(EXCERPTED DATA):
● ● ● ● ●

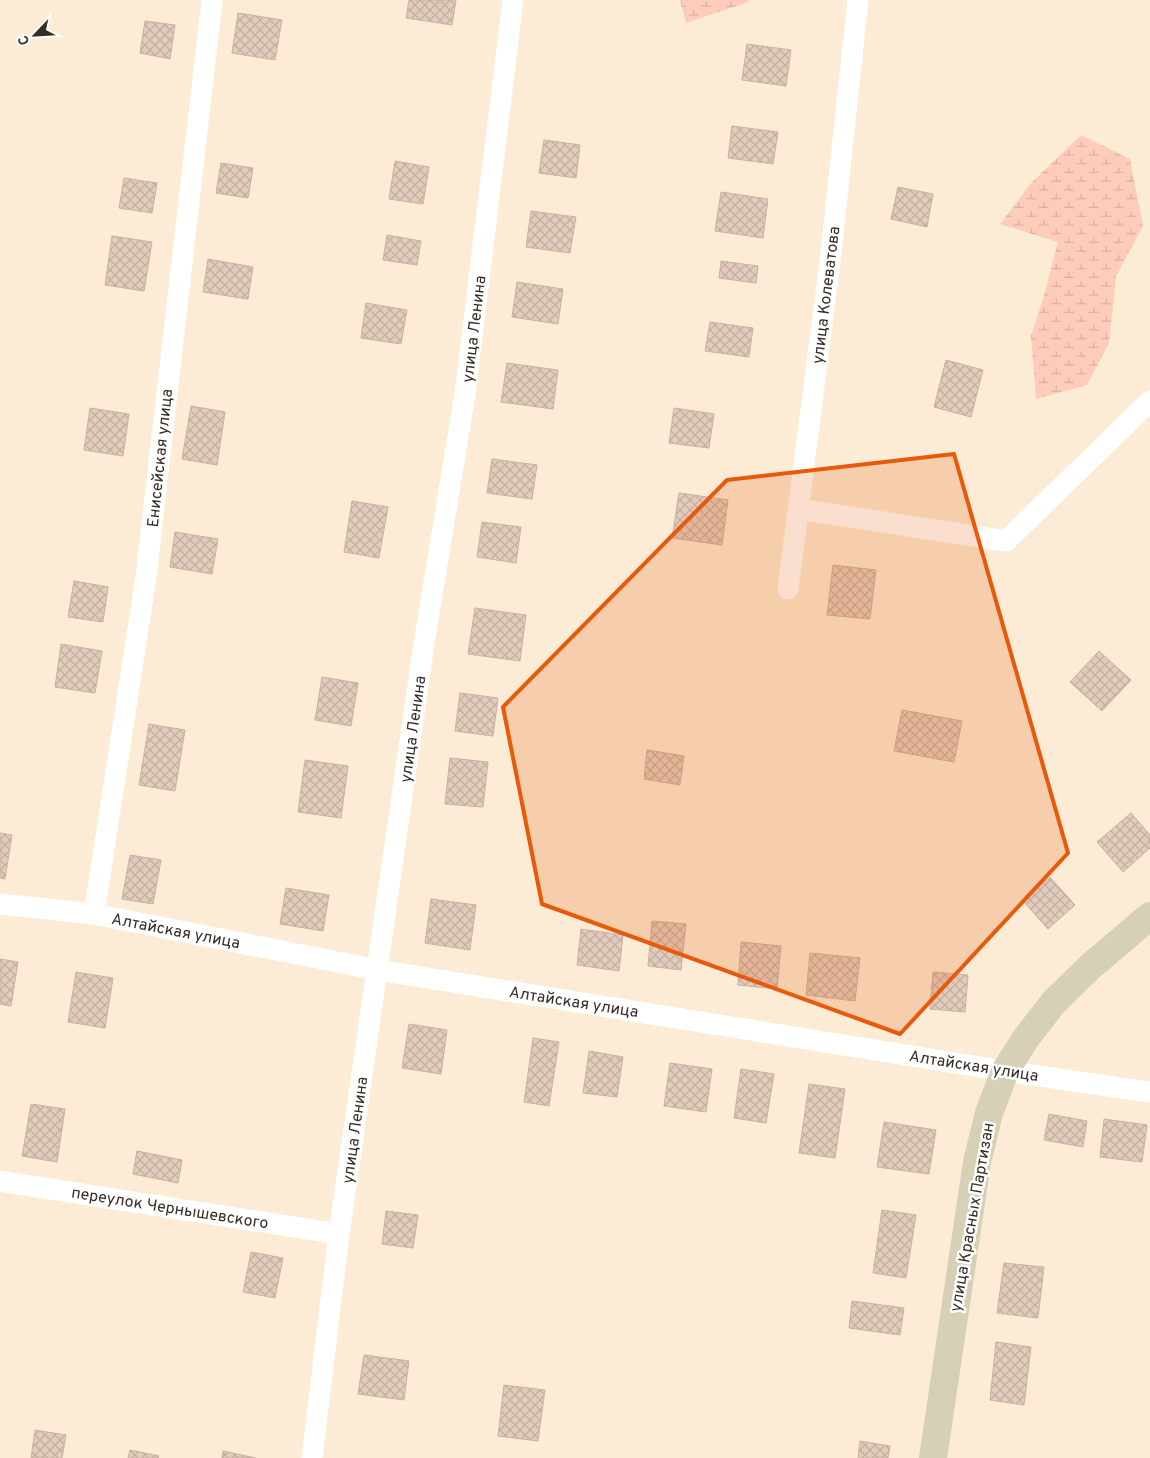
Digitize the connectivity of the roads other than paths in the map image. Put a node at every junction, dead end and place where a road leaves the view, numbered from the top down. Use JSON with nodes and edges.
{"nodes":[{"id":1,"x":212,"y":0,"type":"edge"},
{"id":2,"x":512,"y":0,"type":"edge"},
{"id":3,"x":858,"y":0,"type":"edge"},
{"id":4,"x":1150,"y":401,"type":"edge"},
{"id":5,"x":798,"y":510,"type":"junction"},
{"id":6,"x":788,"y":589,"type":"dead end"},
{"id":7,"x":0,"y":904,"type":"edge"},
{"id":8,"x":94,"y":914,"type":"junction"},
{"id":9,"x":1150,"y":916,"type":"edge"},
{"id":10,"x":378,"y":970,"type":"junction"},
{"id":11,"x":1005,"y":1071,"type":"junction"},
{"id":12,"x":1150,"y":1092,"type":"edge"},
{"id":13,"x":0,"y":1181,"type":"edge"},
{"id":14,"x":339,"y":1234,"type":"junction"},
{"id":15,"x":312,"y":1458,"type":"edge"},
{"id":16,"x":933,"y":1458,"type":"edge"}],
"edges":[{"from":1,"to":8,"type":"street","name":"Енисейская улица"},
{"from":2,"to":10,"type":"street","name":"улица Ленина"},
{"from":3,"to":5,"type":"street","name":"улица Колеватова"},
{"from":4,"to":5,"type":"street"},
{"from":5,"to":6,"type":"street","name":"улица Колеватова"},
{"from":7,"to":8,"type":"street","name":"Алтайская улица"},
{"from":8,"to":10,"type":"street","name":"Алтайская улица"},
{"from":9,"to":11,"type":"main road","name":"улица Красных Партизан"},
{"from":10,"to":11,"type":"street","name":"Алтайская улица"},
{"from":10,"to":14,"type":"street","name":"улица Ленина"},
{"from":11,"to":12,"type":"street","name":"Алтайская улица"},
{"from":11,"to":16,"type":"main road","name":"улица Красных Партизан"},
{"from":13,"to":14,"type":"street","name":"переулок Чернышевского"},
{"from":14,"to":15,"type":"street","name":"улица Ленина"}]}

● ● ● ● ●

(WHAT IS EXPECTED):
Copy the records above exactly, omitting every picture.

(ANSWER TO THIS PROBLEM):
Digitize the connectivity of the roads other than paths in the map image. Put a node at every junction, dead end and place where a road leaves the view, numbered from the top down. Use JSON with nodes and edges.
{"nodes":[{"id":1,"x":212,"y":0,"type":"edge"},
{"id":2,"x":512,"y":0,"type":"edge"},
{"id":3,"x":858,"y":0,"type":"edge"},
{"id":4,"x":1150,"y":401,"type":"edge"},
{"id":5,"x":798,"y":510,"type":"junction"},
{"id":6,"x":788,"y":589,"type":"dead end"},
{"id":7,"x":0,"y":904,"type":"edge"},
{"id":8,"x":94,"y":914,"type":"junction"},
{"id":9,"x":1150,"y":916,"type":"edge"},
{"id":10,"x":378,"y":970,"type":"junction"},
{"id":11,"x":1005,"y":1071,"type":"junction"},
{"id":12,"x":1150,"y":1092,"type":"edge"},
{"id":13,"x":0,"y":1181,"type":"edge"},
{"id":14,"x":339,"y":1234,"type":"junction"},
{"id":15,"x":312,"y":1458,"type":"edge"},
{"id":16,"x":933,"y":1458,"type":"edge"}],
"edges":[{"from":1,"to":8,"type":"street","name":"Енисейская улица"},
{"from":2,"to":10,"type":"street","name":"улица Ленина"},
{"from":3,"to":5,"type":"street","name":"улица Колеватова"},
{"from":4,"to":5,"type":"street"},
{"from":5,"to":6,"type":"street","name":"улица Колеватова"},
{"from":7,"to":8,"type":"street","name":"Алтайская улица"},
{"from":8,"to":10,"type":"street","name":"Алтайская улица"},
{"from":9,"to":11,"type":"main road","name":"улица Красных Партизан"},
{"from":10,"to":11,"type":"street","name":"Алтайская улица"},
{"from":10,"to":14,"type":"street","name":"улица Ленина"},
{"from":11,"to":12,"type":"street","name":"Алтайская улица"},
{"from":11,"to":16,"type":"main road","name":"улица Красных Партизан"},
{"from":13,"to":14,"type":"street","name":"переулок Чернышевского"},
{"from":14,"to":15,"type":"street","name":"улица Ленина"}]}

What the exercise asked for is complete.